HOT Fed Hides Major Accounting Change


'Reuters has a very hot story out tonight on an accounting change the Fed snuck into a regular weekly report. It will move off its balance sheet any bad debt the Fed may have purchased from Goldman Sachs, or anybody else for that matter.

But they are averting asking the Treasury for money in the future by an accounting gimmick that will simply dump the debt off its own balance sheet and onto that of the Treasury.'



max2205's picture

Just got one. I feel dirty

chunga's picture

MBS are risk-free as Tyler points out.

Despite the fact that many of them are not legally backed by anything.

BREAKING: NY AG sues JPMorgan Chase over mortgage-backed securities; case first of series expected against banks by WH task force - WSJ

We shall see...

newworldorder's picture

Except for home buyers needing to have real jobs that pay real money, in theory this might work. Bury the bad assets at the FED, - never or for 30 years - to see light of mark to market accounting and instantly the Banks are made whole.
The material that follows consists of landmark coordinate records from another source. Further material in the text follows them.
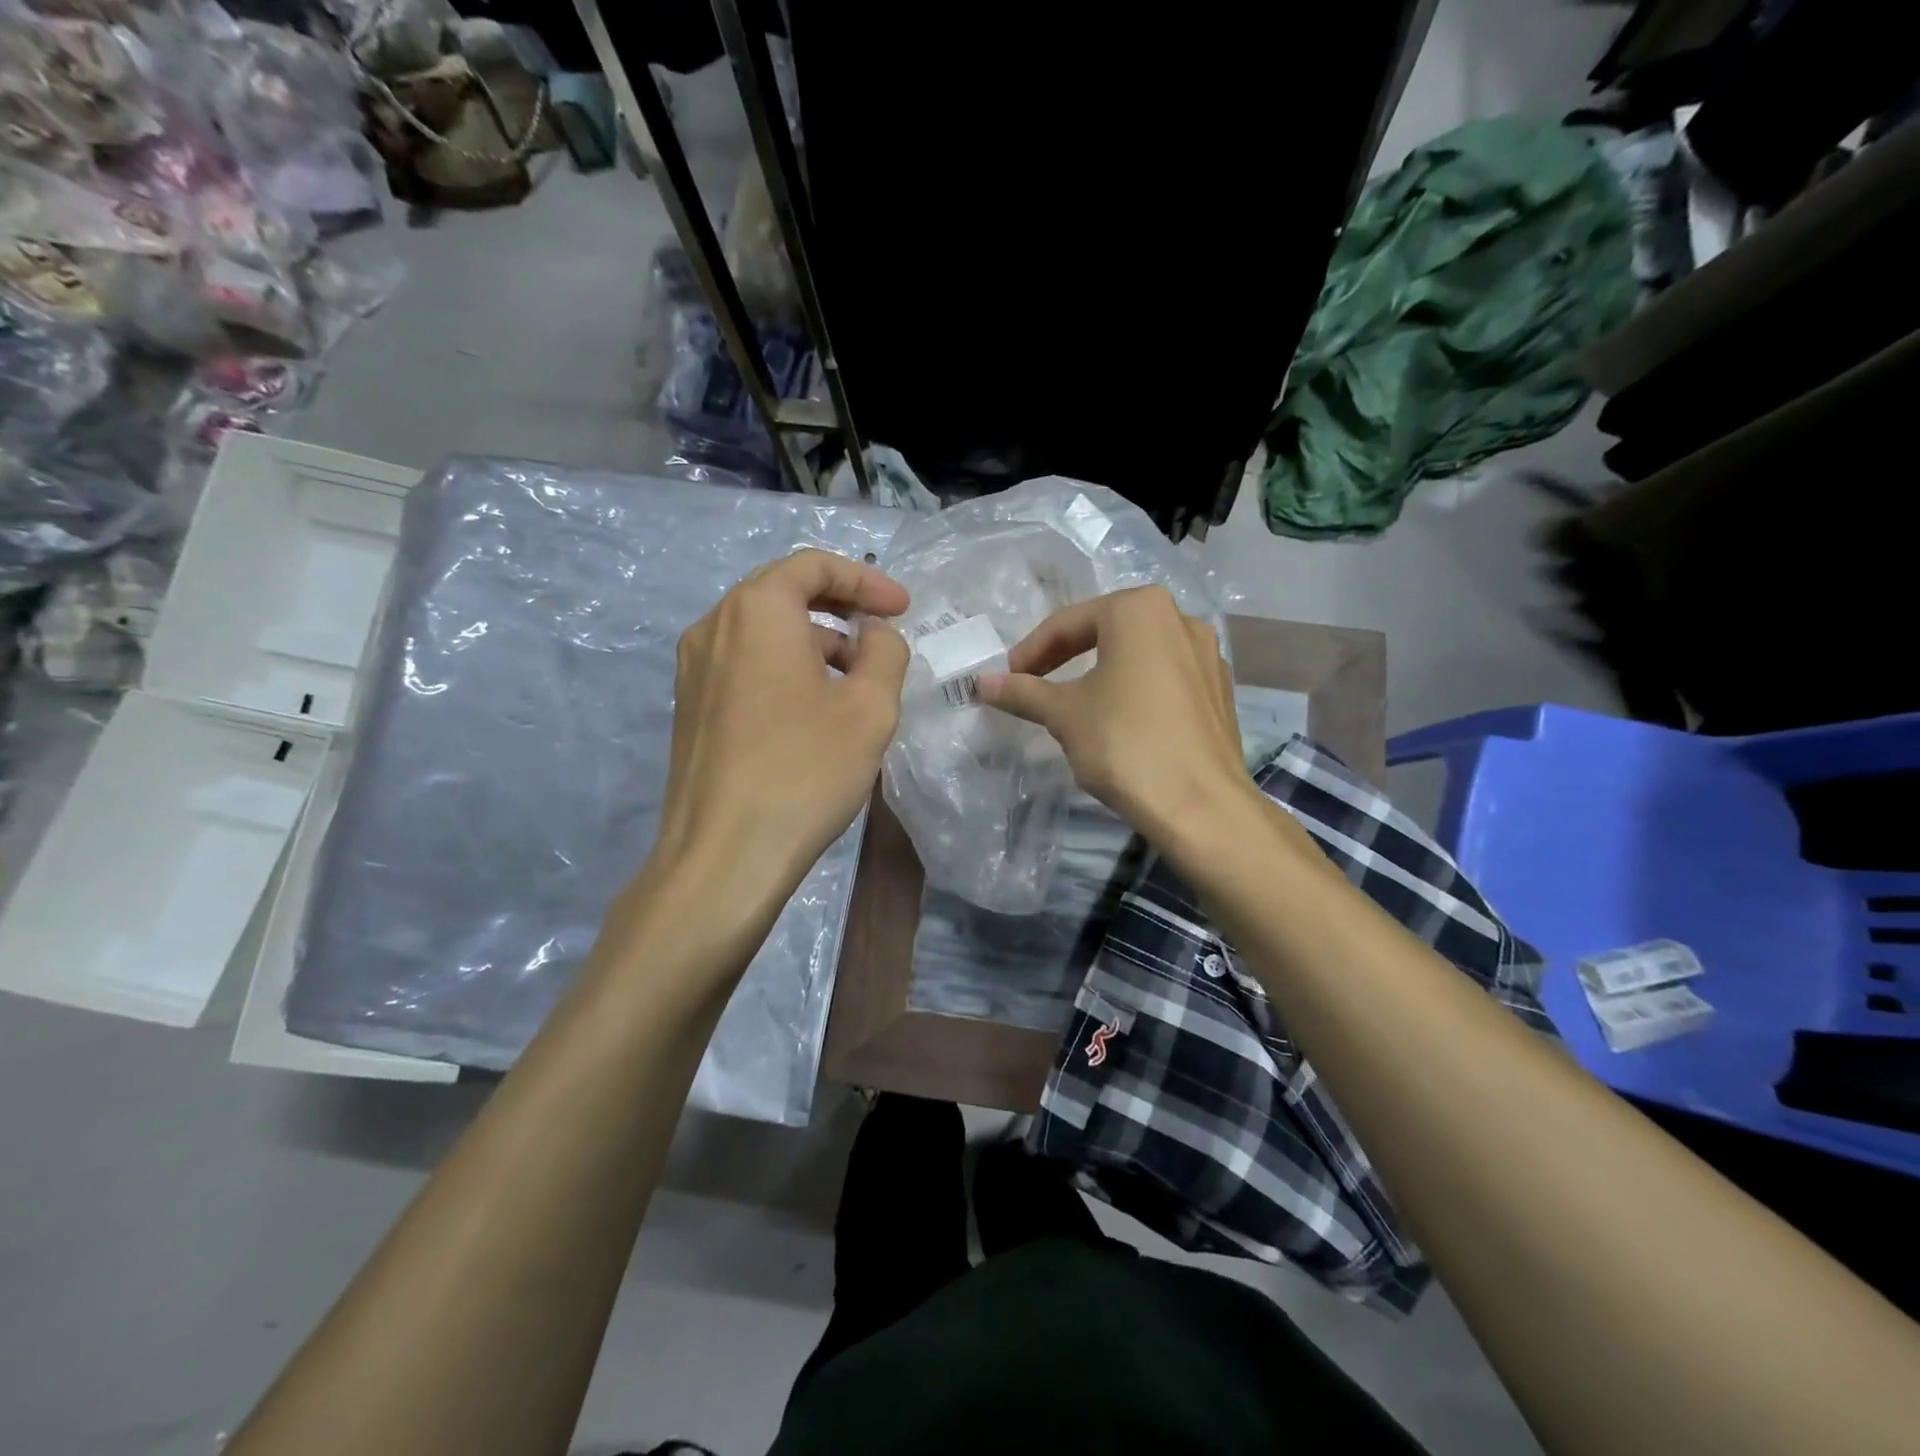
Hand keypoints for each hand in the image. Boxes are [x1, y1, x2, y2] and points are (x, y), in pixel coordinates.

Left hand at [650, 549, 909, 899]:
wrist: (723, 856)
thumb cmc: (804, 771)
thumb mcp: (870, 708)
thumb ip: (885, 652)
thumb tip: (875, 633)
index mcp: (756, 610)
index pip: (813, 565)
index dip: (866, 579)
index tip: (903, 609)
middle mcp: (714, 626)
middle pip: (784, 592)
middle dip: (841, 607)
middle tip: (883, 635)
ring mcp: (694, 668)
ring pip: (764, 632)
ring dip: (816, 641)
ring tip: (857, 680)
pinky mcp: (691, 707)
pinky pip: (745, 664)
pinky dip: (787, 667)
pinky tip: (815, 710)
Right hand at [978, 586, 1246, 841]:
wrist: (1200, 806)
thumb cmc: (1125, 744)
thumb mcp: (1064, 715)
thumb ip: (1022, 692)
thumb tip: (982, 683)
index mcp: (1140, 609)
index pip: (1068, 623)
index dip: (1030, 652)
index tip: (1006, 679)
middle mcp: (1180, 618)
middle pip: (1105, 631)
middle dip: (1064, 657)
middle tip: (1033, 685)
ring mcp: (1207, 654)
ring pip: (1137, 655)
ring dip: (1099, 673)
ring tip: (1073, 705)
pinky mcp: (1220, 690)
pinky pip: (1164, 678)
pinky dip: (1134, 690)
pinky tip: (1120, 722)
No free lunch for individual buyers however, as this would create "moral hazard." Can't have that now. How else are the little people going to learn financial discipline?

Arnold Ziffel's picture

Mortgage originators are handing zero down mortgages to any warm body that enters the room. Housing will not recover for years.

waylon153's picture

Simply not true.  I'm a mortgage originator and you can ask me anything you want. 
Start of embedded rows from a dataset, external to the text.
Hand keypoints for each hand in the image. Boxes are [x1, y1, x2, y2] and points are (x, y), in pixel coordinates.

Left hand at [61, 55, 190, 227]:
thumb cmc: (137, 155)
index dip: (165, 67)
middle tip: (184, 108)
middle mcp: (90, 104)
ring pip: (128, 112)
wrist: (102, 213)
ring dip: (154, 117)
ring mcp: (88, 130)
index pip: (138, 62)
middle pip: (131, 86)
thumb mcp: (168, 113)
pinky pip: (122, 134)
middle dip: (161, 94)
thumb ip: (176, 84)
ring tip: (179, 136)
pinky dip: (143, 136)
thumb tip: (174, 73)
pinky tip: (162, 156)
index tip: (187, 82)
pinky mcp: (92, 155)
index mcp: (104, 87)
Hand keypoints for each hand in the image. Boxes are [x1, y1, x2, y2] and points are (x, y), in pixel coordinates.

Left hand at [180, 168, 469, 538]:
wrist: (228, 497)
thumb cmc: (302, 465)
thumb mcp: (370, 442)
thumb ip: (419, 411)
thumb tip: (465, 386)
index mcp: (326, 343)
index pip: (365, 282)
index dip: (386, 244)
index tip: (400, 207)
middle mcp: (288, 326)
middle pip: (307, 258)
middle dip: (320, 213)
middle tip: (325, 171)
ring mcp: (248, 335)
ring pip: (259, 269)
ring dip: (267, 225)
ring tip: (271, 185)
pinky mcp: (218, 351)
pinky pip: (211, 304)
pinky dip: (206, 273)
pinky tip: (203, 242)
The only zero down mortgages are VA loans which are entirely "insured/guaranteed" through VA funding fees, past and present.  The taxpayer is not liable and the loans are underwritten in the most sensible way of any loan on the market.  The VA actually accounts for your cell phone bill, cable tv, food, gasoline, etc.  The worksheet calculations are part of the loan process.  FHA and Fannie Mae don't do that.  At last, the military finally got something right.  Semper Fi.
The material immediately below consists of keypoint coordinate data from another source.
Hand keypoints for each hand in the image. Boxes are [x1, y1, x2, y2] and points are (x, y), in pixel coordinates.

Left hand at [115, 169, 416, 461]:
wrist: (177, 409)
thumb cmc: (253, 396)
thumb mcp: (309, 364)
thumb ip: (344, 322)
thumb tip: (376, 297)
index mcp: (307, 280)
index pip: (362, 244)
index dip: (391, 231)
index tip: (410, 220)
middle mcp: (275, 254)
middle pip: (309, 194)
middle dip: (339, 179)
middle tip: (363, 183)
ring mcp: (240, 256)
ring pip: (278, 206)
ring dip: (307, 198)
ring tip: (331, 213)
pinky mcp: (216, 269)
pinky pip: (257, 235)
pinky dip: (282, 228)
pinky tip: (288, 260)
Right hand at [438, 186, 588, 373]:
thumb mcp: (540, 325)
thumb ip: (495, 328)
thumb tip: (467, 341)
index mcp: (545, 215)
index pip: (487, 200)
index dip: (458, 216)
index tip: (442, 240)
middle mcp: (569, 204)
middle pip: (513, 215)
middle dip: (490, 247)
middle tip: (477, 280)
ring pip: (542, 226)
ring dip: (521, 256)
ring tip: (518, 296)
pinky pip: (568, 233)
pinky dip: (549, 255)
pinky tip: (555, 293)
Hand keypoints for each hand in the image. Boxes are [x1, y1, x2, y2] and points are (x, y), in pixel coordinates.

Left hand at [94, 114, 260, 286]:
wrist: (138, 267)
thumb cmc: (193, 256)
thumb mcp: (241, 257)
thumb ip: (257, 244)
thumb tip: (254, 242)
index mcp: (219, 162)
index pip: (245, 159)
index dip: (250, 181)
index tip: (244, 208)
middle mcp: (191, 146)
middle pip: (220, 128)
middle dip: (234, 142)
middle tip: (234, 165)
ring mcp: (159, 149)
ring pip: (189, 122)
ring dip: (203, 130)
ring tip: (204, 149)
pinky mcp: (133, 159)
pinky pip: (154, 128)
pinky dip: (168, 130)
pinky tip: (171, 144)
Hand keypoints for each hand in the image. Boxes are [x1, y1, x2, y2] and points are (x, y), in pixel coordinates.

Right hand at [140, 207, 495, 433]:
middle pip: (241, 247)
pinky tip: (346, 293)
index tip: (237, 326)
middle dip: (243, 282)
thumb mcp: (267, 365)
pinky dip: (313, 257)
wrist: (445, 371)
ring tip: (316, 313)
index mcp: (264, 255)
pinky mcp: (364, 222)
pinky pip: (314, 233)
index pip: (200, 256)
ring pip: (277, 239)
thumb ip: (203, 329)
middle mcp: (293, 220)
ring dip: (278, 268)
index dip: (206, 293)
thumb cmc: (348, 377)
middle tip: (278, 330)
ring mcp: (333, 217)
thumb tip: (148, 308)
Housing is recovering but not how you can see it.  70% of the transactions are refinances.  People are trading the remaining 25 year mortgages into 10  or 15 year mortgages at the same payment.  The trickle down can't be seen because they are building equity instead of more money in their pocket.  The rise in equity is invisible.  But, it's there and in 7-10 years they are going to have massive downpayments for larger homes.  Think of 50-70% downpayments.  These are not isolated accounts.  I see this everyday of week.

Thisson's picture

What about all the FHA 3% down loans, Waylon?  Piggyback loans still going on too?

sbenard's picture

Since the Fed is monetizing the mortgage market, why not just "originate" a mortgage for everyone? It doesn't matter whether the mortgagee qualifies or has any income, since the Fed is simply monetizing every debt instrument in sight anyway.

Needless to say, this whole QE thingy has taken on an air of insanity! This is going to go down as the largest bubble in history! Historians will fault us for not seeing it coming!

NaiLib's picture

Well, day after day CSFB Barclay and the rest are continuing to expand the multiples on the markets in Europe. Thay all compete to be the one that pays the most for Futures, then covered in the market of the underlying stocks. Market is about to resign to the CBs manipulation and soon enough volume will shrink even more as the real investors will refrain frpm buying into the Ponzi. Really would like to see someone sending "hot" information from these banks to wikileaks or why not zerohedge. Would be very healthy for the world to know the real truth about the manipulation we can see is going on. This is Albania on a globl scale and all we can do is to observe and wait for the inevitable.